Alma runs for the door, trips on her heel, slips back into The Hole.
Scar
Noun. How we’re stitched together, George.
“Ma!” I yell, coming through the door. “George needs help!”
“Yeah, I can see that,” my mother says. She is sitting on the—multiple guess:
Couch, packing a bowl
Bed, smoking a bowl
Toilet, eating a bag of marshmallows
Answer: All of the above, in that order.
While she is otherwise occupied, I grab my stash from underneath the floorboard—my dad’s coke and my birfday money—and stuff it into my backpack along with Mi Machete.
My mother comes out the bafroom hiding a big-ass marshmallow in her cheek and turns her back to zip up her pants. George is standing in the living room scraping fresh marinara sauce off the wall. How did I miss that?
“What is he, we-tarded?” my mother says through the remainder of the marshmallow.
“Well, he’s not deaf.”
George shrugs.
“Listen,” my mother says, licking her teeth, “I got a guest coming over.”
“I should have known. You’re wearing your I’m having a guest thong,” I say. I see it sticking out of her whitewash jeans.
“I ain’t in the mood for your shit. And your nose looks like shit. Damn, Macy. Really? What are you, gang-banging? Put some makeup on that.”

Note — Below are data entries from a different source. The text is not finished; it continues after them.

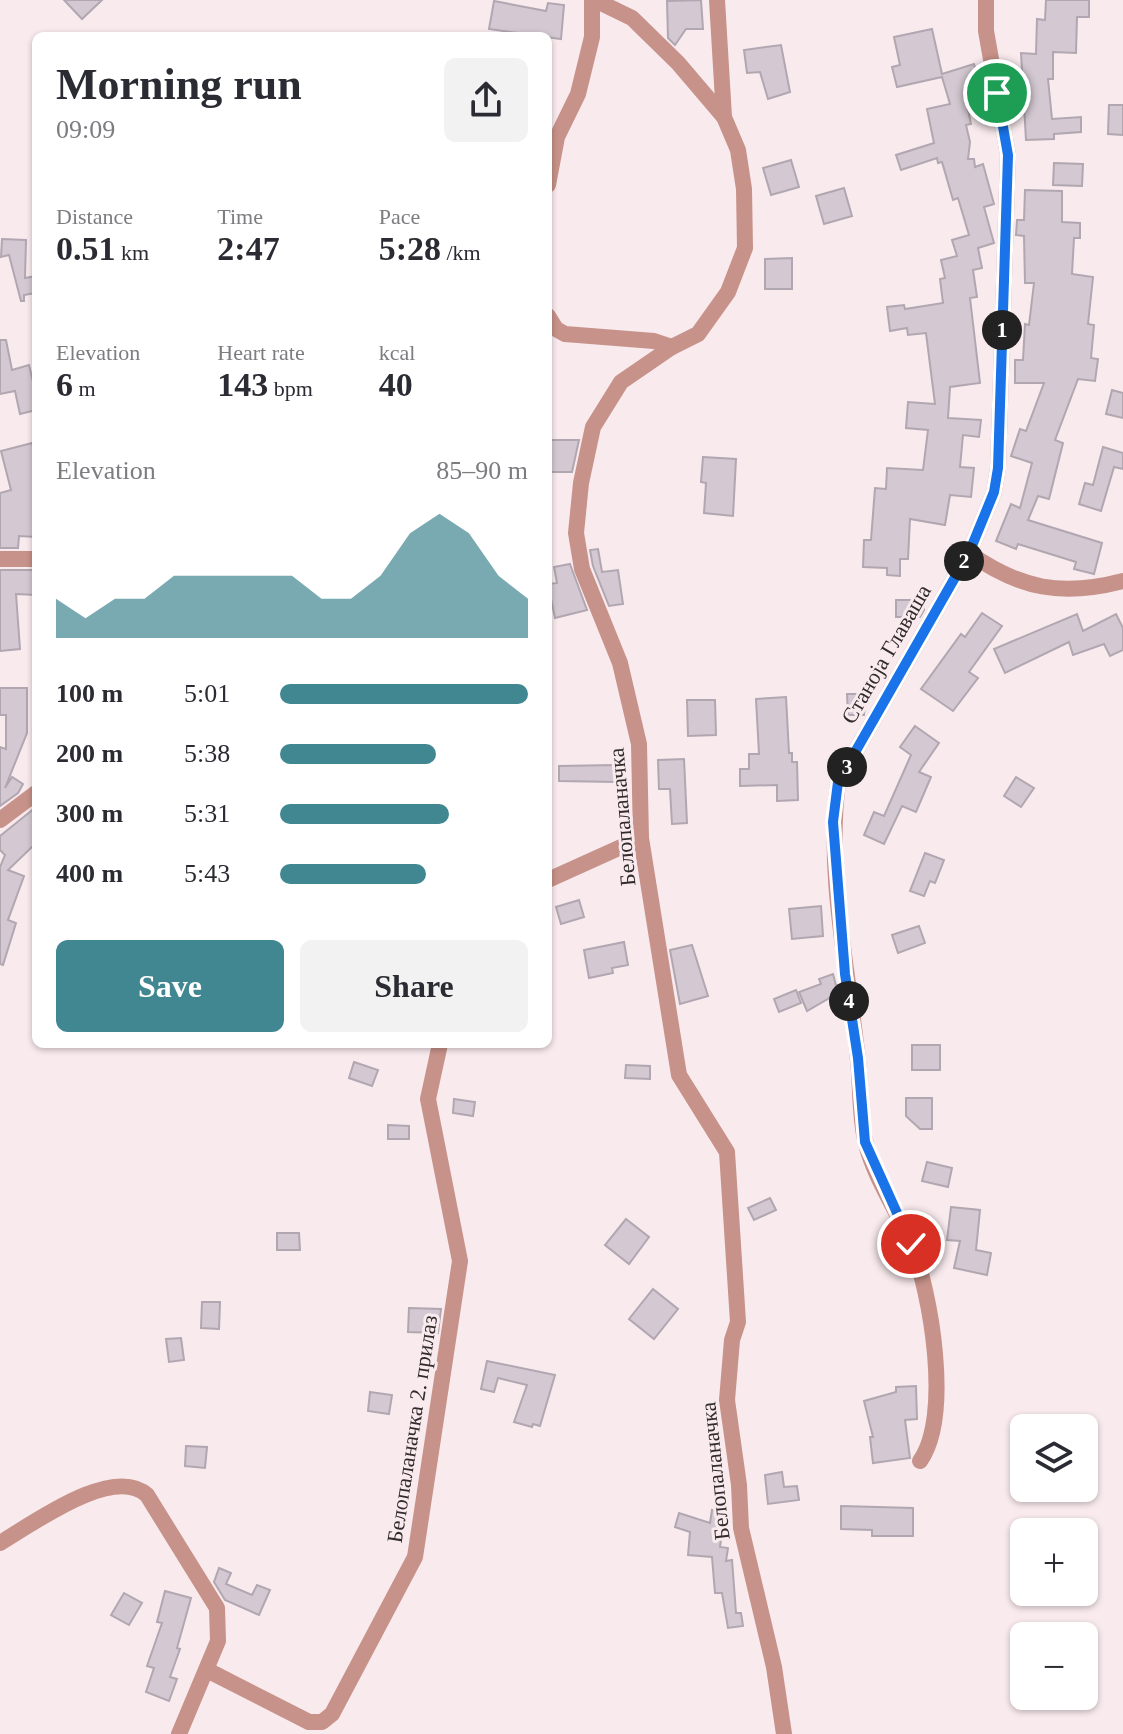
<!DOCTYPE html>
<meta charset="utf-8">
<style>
body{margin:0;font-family:Georgia,serif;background:#f2f2f3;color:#2b2b33;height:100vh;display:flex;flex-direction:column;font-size:30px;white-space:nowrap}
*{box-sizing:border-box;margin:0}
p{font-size:26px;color:#7c7c81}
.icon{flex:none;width:44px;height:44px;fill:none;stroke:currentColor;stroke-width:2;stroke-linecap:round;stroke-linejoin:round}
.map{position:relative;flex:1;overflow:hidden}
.panel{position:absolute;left:32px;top:32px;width:520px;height:1016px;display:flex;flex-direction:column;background:#fff;border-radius:12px;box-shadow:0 2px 6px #0004}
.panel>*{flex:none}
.controls{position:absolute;left:1010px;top:1414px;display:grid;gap:16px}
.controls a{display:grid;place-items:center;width:88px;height:88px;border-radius:12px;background:#fff;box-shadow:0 2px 6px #0004;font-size:40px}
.pin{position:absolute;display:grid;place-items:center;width:68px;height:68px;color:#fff;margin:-34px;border:4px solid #fff;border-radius:50%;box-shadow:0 2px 8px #0007}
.km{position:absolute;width:40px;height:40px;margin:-20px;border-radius:50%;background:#222;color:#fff;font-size:22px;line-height:40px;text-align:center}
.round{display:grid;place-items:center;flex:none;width:84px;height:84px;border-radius:12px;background:#f2f2f3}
.headline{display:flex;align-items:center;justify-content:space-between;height:136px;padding:0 24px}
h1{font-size:44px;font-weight:700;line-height:60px}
.stats{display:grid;grid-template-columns:repeat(3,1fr);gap:12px;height:136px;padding:8px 24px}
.stats div{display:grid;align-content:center}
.stats b{font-size:34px;font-weight:700}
.stats small{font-size:22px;font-weight:400}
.stats p{font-size:22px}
.chart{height:224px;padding:16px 24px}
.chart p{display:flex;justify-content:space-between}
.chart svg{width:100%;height:144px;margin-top:8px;fill:#418791;opacity:.7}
.cta{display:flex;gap:16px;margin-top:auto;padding:16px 24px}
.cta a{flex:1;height:92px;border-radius:12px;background:#418791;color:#fff;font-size:32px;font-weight:700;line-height:92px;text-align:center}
.cta a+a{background:#f2f2f3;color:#2b2b33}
ul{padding:0 24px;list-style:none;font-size:26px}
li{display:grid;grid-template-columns:128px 96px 1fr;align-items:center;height:60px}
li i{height:20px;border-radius:10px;background:#418791}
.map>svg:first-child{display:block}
</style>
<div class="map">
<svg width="1123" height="1734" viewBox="0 0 1123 1734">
<rect width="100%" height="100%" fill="#f9eaee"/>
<!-- building -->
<g fill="#d4c9d2" stroke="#b1a7b0" stroke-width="2">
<polygon points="64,0 102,0 82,19"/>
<polygon points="701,0 703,29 686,29 675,45 668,38 667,1"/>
<polygon points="1046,0 1089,0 1089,17 1077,17 1076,53 1053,52 1053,79 1048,79 1052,119 1081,117 1081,132 1054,134 1054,139 1026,140 1021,53 1036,54 1037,19 1045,20"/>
<polygon points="494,1 546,11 548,3 564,5 561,39 489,29"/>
<polygon points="932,29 942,74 974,64 982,90 965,95 971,124 966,125 970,142 968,159 974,159 975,167 983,164 994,204 984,207 994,243 978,248 982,268 973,270 977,297 970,298 980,383 950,387 948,418 981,420 979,437 963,435 960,467 974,468 971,497 950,495 945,525 910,519 908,559 900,559 900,576 887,575 887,568 863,567 864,540 871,540 875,488 886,489 887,468 923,470 928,430 906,428 908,402 935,404 926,333 908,335 907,328 890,331 887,307 904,305 905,309 943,303 940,279 945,278 941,260 957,256 952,240 969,235 958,198 953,200 942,162 938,163 937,158 901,170 896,155 934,143 927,109 950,104 942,77 897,87 892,67 900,65 894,37"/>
<polygon points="781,45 790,92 768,99 760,72 747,73 744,50"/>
<polygon points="1109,105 1123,105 1123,135 1108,134"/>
<polygon points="791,160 799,187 771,195 763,168"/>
<polygon points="1054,163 1083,164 1082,186 1053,185"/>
<polygon points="844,188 852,216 824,224 816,196"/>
<polygon points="1025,190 1062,191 1062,222 1080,223 1080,238 1074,238 1072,274 1093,277 1088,324 1094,325 1091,358 1098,359 1095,381 1078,379 1055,440 1063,443 1049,499 1038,496 1028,520 1102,543 1094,574 1074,569 1076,562 1018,544 1016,549 996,541 1011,504 1020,508 1032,463 1011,456 1020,429 1026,431 1044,383 1015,383 1015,360 1023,360 1025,324 1029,325 1034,283 1025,283 1024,236 1016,235 1017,220 1024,220"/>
<polygon points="2,239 26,240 25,278 36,276 36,293 24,295 24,301 21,301 9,255 1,257"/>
<polygon points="792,258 792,289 765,289 765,259"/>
<polygon points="0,340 6,340 12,370 29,365 36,394 36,410 20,414 15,391 0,394"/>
<polygon points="1112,390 1123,393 1123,418 1106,414"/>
<polygon points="548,440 579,440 572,472 548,472"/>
<polygon points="32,443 36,458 36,537 19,536 18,548 0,548 0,493 11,490 1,451"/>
<polygon points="1103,447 1123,453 1123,469 1114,467 1101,511 1079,504 1085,483 1093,485"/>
<polygon points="703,457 736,459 733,516 704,513 706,483 701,482"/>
<polygon points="598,549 602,572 618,570 623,604 609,606 593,566 590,550"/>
<polygon points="570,564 587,610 555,618 548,584 557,583 554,567"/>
<polygon points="0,570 36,570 36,595 16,594 20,649 0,651"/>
<polygon points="896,600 924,600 924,610 920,617 896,617"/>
<polygon points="982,613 1002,626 969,672 978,678 953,711 921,689 961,634 965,637"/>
<polygon points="1077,614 1083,631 1116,614 1123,628 1123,650 1110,656 1104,644 1073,655 1069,642 1005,673 994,649"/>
<polygon points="0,688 27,688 27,733 5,788 12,777 23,784 18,793 0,806 0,747 6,749 6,715 0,715"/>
<polygon points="847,694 866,694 864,715 848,715"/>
<polygon points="786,697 789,753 792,753 792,762 797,762 798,800 777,801 777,785 740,786 740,769 749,769 749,754 759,754 756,699"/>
<polygon points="687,700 715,700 716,735 688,736"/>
<polygon points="915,726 939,743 919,772 931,777 916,812 902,806 884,844 864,835 874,812 884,816 911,755 900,747"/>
<polygon points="684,759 687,823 672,824 670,789 659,789 658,760"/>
<polygon points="616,765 616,782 559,781 559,766"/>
<polygon points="1016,777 1034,788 1021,807 1004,796"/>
<polygon points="36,807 36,843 8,870 24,876 8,920 16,923 3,965 0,964 0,867 5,855 0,850 0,836"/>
<polygon points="925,853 944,860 935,883 930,881 924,896 910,891"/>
<polygon points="579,900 584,917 561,924 556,907"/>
<polygon points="821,906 823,936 792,939 789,909"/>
<polygon points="919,926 925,943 898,953 892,935"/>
<polygon points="624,942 628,965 612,968 613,973 589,978 584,950"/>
<polygon points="692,945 708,996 680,1004 670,950"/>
<polygon points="833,974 838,993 807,1011 799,992 821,984 819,979"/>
<polygon points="796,990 801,1003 779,1012 774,999"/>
<rect x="912" y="1045" width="28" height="25"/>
<polygon points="354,1062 378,1070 372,1086 349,1078"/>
<polygon points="626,1065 650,1066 650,1079 625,1078"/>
<polygon points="906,1098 932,1098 932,1129 920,1129 906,1116"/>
<polygon points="454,1099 475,1102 473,1116 453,1113"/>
<polygon points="388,1125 409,1126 409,1139 388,1139"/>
<polygon points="927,1162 952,1168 948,1187 922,1181"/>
<polygon points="770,1198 776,1210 754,1220 748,1208"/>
<polygon points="951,1207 980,1210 976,1250 991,1253 987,1275 954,1268 960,1241 947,1240"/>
<polygon points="626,1219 649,1237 629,1264 605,1245"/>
<polygon points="277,1233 299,1233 300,1250 277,1250"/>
<polygon points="653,1289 678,1309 654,1339 629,1319"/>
<polygon points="202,1302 220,1302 219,1329 201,1328"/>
<polygon points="409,1308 441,1309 438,1333 408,1332"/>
<polygon points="181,1338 184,1360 169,1362 166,1339"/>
<polygon points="487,1361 555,1375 540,1426 533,1424 532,1427 514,1422 527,1385 498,1378 494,1392 481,1389"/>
<polygon points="916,1386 917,1419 905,1420 910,1458 873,1463 870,1437 873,1437 864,1401 896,1392 896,1387"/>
<polygon points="370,1392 392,1395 389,1414 368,1411"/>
<polygon points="186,1446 207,1447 205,1468 185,1466"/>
<polygon points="782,1472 784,1487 797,1486 799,1500 768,1504 765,1475"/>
<polygon points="841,1506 913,1508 913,1536 872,1536 872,1530 841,1529"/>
<polygon points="712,1510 725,1512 720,1547 728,1548 726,1561 732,1560 736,1613 741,1613 743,1626 728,1628 722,1593 715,1593 712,1557 688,1555 690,1532 675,1527 679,1513 710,1523"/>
<polygon points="219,1568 231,1573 226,1584 252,1595 257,1585 270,1590 259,1615 225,1600 214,1582"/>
<polygon points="165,1591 191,1598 177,1648 180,1649 170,1677 177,1679 169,1701 146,1692 154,1668 147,1666 162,1623 157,1622"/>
<polygon points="124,1593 142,1603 129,1625 111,1615"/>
</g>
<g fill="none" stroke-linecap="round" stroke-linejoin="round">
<!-- minor -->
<g stroke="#c79289" stroke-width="16">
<polyline points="595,0 632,18 678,63 724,117"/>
<polyline points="717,0 724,117 738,150 744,189 745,248 728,292 698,334 672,347 621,382 593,427 581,483 576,533 582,569 620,663 639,744 641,838 679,1075 727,1152 738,1322 732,1340 727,1400 739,1485 741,1528 774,1667 784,1734"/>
<polyline points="548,185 557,137 578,94 592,37 592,0"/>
<polyline points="548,316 556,329 565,334 654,341 672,347"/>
<path d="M969,553C1020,589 1062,597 1123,581"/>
<polyline points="0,559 36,559"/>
<polyline points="0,820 36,793"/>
<polyline points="548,880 641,838"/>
<path d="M920,1461C952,1416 931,1293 911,1243C897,1210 875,1179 866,1144C859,1118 861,1087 858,1060C848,968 826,874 838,782L969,553L994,492L998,468L1008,155L986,31V0"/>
<path d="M0,1543C31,1525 113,1464 147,1495L217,1608L218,1641L179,1734"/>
<polyline points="207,1670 309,1722 322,1722 332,1714 415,1557 460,1261 428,1099 440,1044"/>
</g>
</g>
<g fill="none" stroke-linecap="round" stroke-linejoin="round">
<!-- route casing -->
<g stroke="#fff" stroke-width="16">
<polyline id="route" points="911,1244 865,1142 858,1058 845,974 833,822 838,782 969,553 994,492 998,468 1008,155 997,93"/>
</g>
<!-- route -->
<use href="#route" stroke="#1a73e8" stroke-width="10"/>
</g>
<g text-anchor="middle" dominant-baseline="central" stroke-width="6" stroke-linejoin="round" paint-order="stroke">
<!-- street labels -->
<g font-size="22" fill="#312b2c" stroke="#f9eaee">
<text transform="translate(886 654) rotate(-60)">Станоја Главаша</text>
<text transform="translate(622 817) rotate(-95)">Белопаланачка</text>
<text transform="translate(412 1429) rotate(-81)">Белопаланачка 2. прилаз</text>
<text transform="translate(715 1471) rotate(-96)">Белопаланачка</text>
</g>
</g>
</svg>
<div class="controls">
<a><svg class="icon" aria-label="layers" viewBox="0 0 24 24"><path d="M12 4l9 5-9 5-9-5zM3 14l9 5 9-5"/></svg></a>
<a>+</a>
<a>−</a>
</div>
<div class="pin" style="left:997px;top:93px;background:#1e9e55"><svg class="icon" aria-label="arrive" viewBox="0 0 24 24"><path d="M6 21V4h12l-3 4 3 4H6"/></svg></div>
<div class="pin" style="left:911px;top:1244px;background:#d93025"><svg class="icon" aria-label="check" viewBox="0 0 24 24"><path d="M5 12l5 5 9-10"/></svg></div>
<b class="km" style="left:1002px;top:330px">1</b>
<b class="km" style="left:964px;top:561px">2</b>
<b class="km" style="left:847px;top:767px">3</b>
<b class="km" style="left:849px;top:1001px">4</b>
<section class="panel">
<div class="headline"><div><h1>Morning run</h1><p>09:09</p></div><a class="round"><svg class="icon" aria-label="share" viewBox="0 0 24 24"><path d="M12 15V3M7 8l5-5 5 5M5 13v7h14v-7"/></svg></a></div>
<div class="stats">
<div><p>Distance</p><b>0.51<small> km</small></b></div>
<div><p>Time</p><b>2:47</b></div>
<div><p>Pace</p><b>5:28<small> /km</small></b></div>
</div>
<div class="stats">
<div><p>Elevation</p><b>6<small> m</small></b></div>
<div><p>Heart rate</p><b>143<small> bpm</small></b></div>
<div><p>kcal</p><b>40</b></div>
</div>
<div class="chart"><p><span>Elevation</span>85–90 m</p>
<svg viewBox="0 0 160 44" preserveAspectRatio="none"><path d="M0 44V32L10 38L20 32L30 32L40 25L50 25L60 25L70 25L80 25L90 32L100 32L110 25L120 12L130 6L140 12L150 25L160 32V44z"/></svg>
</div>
<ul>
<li><b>100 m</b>5:01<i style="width:100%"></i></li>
<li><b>200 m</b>5:38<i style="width:63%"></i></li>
<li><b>300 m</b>5:31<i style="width:68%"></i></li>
<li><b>400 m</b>5:43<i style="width:59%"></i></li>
</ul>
<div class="cta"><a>Save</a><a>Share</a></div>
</section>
</div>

“Help me then, and I’ll get out of your hairs. George needs to dress gangsta.” I wait for my mother to ask me to explain, but she don’t. She just walks around George like you do a used car, inspecting his exterior.
“My ex, Nacho, was your size. I got a few things he left behind. That motherfucker ain’t coming back.”
I look at George. I know what I have to do before my mother gets back. I know what could happen to me too. “George,” I say, pointing at his head. “George, the helmet.”
George shakes his head. He shakes it harder the closer I get until the helmet falls over his eyes. “George, do it for Alma.”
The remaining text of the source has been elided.